» **Exercise goal**
Say only how many lines in the entries below contain the word "Gorch".

Collected data entries:

>>>

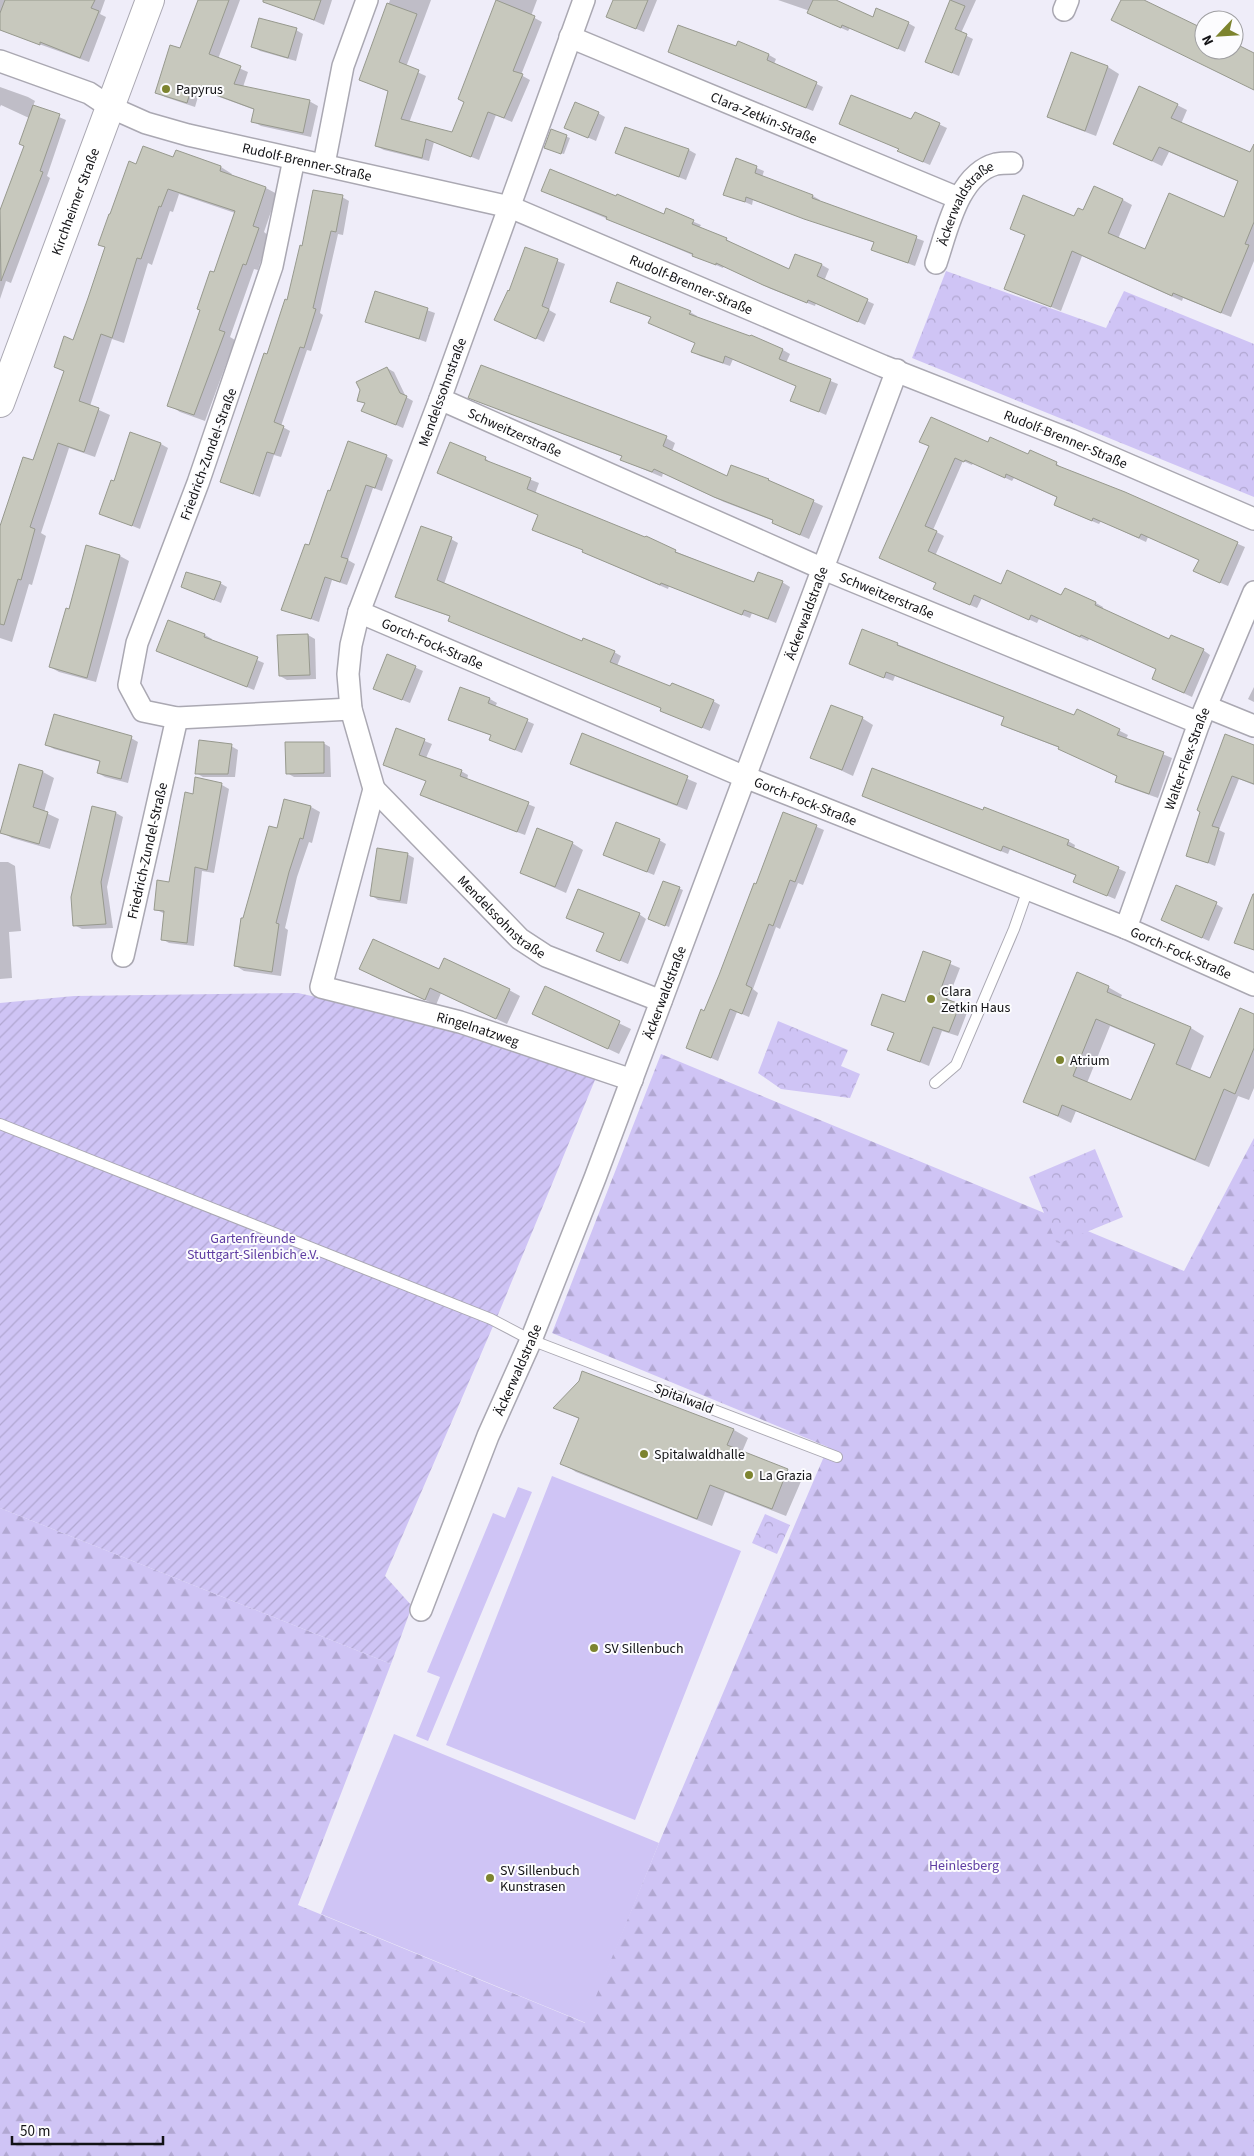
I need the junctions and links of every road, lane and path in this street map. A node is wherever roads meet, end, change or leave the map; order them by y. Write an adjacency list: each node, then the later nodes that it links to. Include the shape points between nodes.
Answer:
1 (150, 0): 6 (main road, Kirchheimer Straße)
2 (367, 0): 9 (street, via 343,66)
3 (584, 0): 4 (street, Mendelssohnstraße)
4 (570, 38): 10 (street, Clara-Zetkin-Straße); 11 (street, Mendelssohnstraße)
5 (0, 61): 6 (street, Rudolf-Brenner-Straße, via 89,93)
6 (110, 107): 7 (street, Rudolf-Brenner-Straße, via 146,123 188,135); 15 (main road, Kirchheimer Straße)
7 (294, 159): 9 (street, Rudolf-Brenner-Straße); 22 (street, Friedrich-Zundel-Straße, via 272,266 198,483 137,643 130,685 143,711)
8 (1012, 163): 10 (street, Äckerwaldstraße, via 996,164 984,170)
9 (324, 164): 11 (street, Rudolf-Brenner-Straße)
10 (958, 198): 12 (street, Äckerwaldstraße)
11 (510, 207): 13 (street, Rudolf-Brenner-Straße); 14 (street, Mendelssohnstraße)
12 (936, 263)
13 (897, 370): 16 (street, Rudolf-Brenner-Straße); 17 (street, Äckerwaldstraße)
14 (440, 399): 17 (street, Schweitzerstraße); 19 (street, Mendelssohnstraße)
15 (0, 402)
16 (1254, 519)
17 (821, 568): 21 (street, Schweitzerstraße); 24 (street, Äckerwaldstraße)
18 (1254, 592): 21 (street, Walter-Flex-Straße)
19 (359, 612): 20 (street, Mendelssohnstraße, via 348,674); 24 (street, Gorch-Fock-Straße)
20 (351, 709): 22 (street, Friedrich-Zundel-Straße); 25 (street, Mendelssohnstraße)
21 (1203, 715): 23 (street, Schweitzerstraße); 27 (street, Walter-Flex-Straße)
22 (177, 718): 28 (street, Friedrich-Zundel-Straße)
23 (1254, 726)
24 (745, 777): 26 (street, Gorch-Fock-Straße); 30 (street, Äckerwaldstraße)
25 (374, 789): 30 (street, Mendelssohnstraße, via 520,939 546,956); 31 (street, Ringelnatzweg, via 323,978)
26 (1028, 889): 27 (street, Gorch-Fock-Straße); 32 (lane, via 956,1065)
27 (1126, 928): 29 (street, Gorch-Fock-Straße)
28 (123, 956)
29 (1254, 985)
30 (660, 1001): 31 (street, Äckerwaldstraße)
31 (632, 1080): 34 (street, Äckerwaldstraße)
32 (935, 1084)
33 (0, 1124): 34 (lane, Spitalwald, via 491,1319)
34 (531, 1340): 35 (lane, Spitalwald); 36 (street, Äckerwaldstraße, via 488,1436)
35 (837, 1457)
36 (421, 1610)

<<<
>>>

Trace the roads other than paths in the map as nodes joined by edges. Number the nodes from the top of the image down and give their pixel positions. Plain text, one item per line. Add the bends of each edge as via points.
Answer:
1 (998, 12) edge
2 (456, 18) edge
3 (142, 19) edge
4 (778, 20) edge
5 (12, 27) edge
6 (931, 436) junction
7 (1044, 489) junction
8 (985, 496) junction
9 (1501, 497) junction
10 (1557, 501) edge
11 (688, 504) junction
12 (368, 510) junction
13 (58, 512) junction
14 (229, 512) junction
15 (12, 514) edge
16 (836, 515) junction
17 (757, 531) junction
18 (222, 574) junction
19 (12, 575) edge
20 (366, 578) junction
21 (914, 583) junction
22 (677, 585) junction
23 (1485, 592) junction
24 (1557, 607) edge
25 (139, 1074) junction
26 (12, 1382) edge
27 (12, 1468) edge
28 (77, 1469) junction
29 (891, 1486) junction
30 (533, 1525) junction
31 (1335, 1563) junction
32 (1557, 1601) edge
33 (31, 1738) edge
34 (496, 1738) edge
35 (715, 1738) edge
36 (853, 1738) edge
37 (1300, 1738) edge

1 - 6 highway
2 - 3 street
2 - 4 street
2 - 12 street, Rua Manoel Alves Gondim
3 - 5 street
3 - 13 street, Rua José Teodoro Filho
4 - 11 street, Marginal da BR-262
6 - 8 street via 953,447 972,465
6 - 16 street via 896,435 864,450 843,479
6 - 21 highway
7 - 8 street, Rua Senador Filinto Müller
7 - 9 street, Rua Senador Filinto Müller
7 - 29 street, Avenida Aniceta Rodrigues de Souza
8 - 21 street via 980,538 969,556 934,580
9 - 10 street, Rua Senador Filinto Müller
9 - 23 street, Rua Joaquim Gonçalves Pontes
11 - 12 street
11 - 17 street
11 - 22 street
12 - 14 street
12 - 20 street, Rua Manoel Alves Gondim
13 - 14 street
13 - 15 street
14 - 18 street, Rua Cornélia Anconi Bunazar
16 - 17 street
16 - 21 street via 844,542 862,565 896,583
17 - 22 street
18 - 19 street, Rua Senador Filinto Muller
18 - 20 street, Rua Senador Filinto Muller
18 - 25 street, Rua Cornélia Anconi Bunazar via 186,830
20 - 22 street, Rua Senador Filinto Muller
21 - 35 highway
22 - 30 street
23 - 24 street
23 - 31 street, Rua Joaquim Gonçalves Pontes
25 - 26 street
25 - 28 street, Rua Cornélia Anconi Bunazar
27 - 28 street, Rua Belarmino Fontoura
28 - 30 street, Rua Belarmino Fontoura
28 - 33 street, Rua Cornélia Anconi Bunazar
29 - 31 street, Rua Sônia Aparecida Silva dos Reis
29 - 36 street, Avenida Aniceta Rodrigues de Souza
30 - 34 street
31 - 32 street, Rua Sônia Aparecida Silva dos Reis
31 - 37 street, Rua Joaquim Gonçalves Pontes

<<<

» **Answer area**
4